## EXERCISE DETAILS
An exact transcription of each entry below is required, without any pictures.

## TASK INPUT
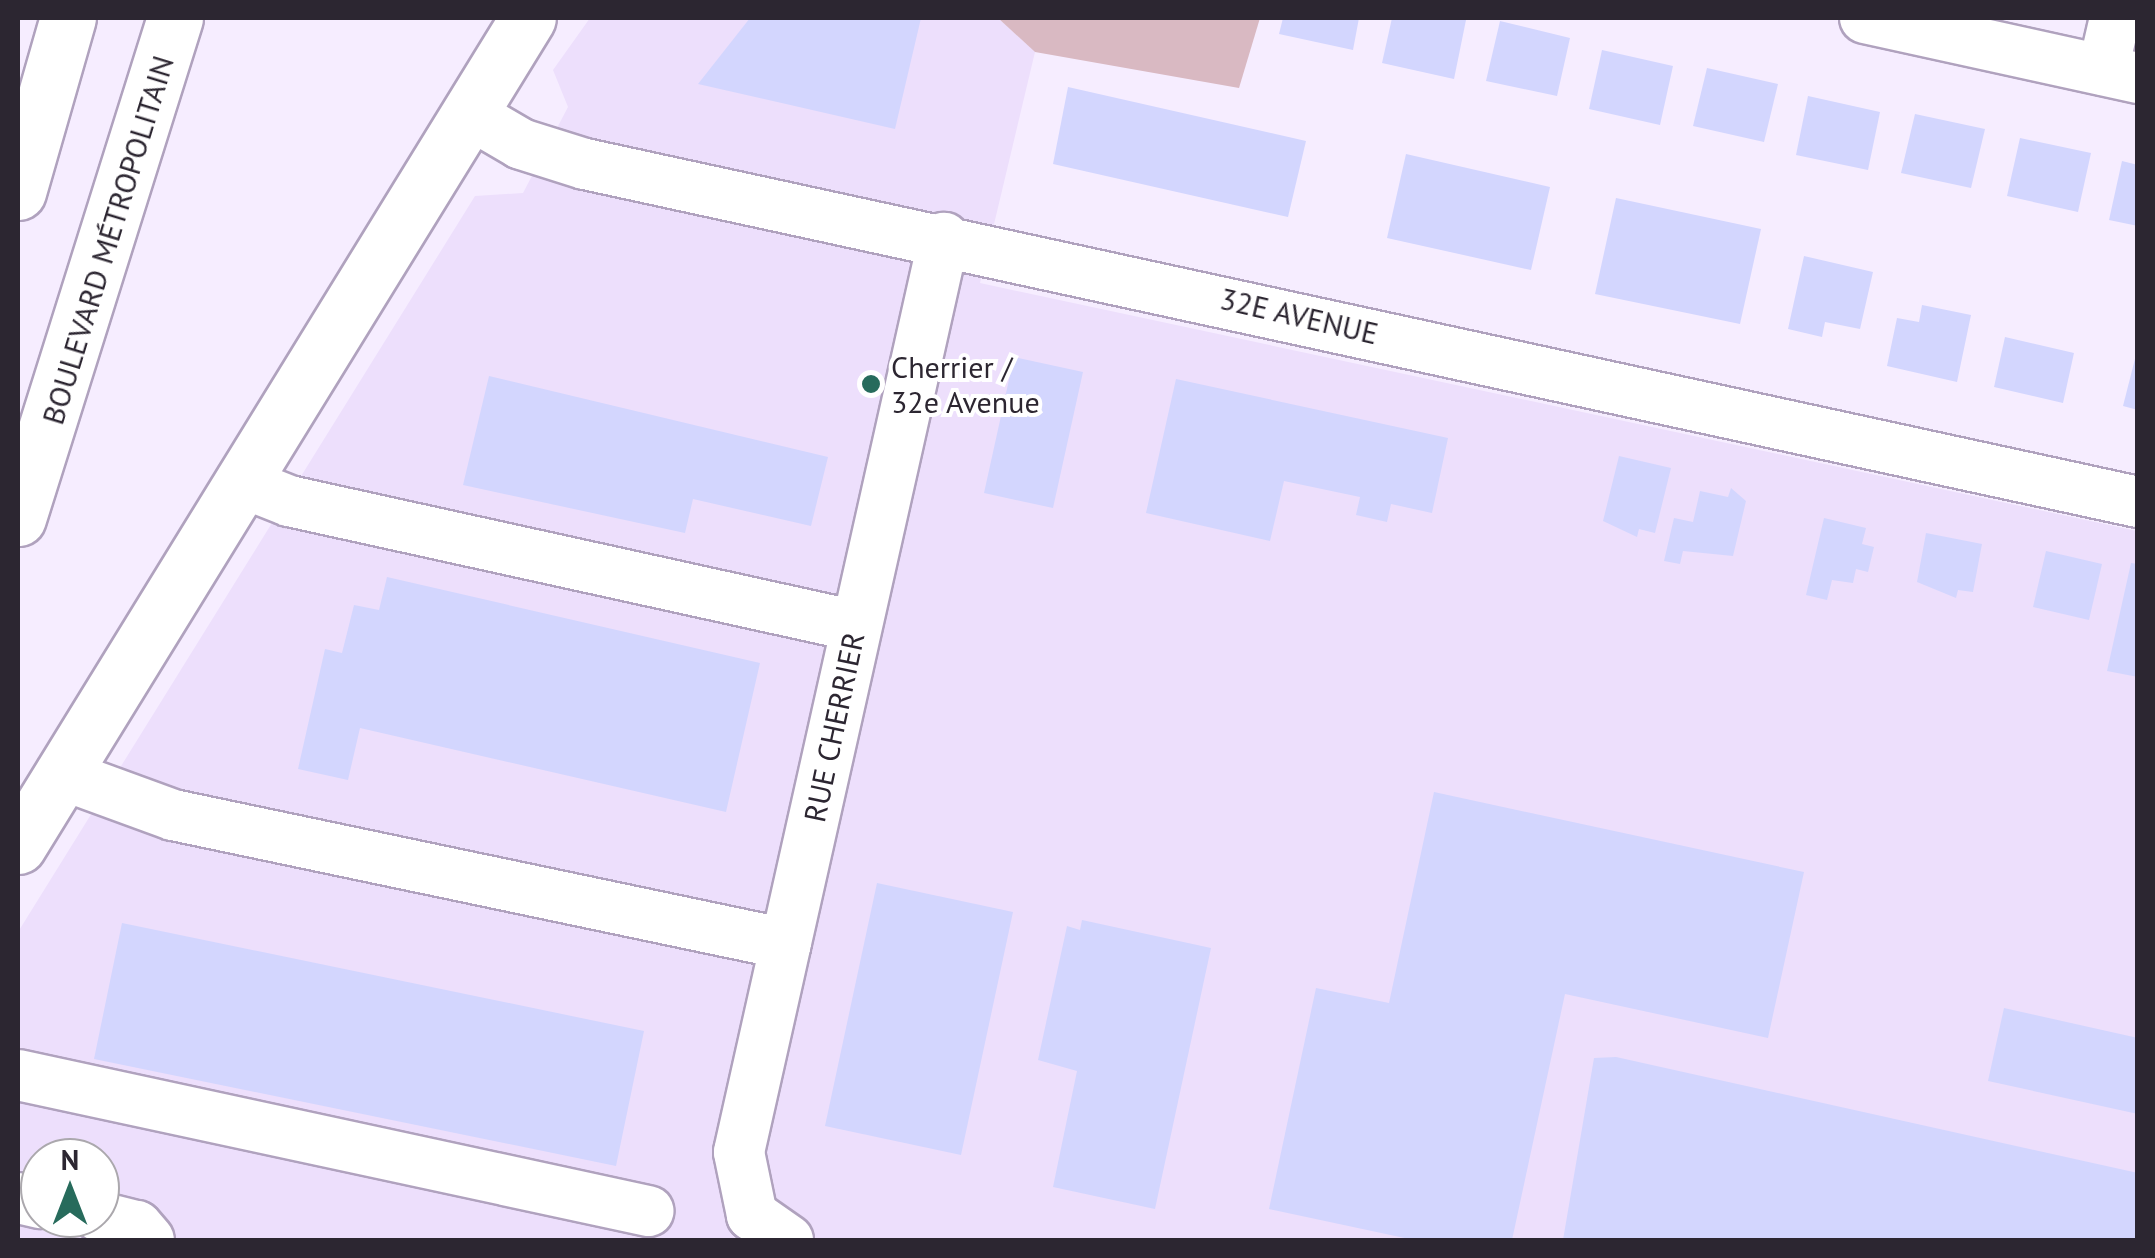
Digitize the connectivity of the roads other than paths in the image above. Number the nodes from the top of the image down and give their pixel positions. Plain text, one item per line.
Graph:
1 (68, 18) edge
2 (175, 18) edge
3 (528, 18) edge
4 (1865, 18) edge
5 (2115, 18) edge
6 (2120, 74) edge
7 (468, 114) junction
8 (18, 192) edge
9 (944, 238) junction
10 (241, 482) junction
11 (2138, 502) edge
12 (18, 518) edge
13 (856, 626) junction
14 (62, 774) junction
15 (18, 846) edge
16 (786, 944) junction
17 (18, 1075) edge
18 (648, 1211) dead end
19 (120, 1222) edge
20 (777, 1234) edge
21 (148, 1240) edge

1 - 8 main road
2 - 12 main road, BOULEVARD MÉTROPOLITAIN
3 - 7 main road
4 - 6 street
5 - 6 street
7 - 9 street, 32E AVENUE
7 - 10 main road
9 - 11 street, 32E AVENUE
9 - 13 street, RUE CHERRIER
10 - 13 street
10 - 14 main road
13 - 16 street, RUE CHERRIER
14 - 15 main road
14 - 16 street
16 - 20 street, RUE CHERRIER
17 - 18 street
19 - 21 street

## FINISHED TASK
Digitize the connectivity of the roads other than paths in the image above. Number the nodes from the top of the image down and give their pixel positions. Plain text, one item per line.
Graph:
1 (68, 18) edge
2 (175, 18) edge
3 (528, 18) edge
4 (1865, 18) edge
5 (2115, 18) edge
6 (2120, 74) edge
7 (468, 114) junction
8 (18, 192) edge
9 (944, 238) junction
10 (241, 482) junction
11 (2138, 502) edge
12 (18, 518) edge
13 (856, 626) junction
14 (62, 774) junction
15 (18, 846) edge
16 (786, 944) junction
17 (18, 1075) edge
18 (648, 1211) dead end
19 (120, 1222) edge
20 (777, 1234) edge
21 (148, 1240) edge

1 - 8 main road
2 - 12 main road, BOULEVARD MÉTROPOLITAIN
3 - 7 main road
4 - 6 street
5 - 6 street
7 - 9 street, 32E AVENUE
7 - 10 main road
9 - 11 street, 32E AVENUE
9 - 13 street, RUE CHERRIER
10 - 13 street
10 - 14 main road
13 - 16 street, RUE CHERRIER
14 - 15 main road
14 - 16 street
16 - 20 street, RUE CHERRIER
17 - 18 street
19 - 21 street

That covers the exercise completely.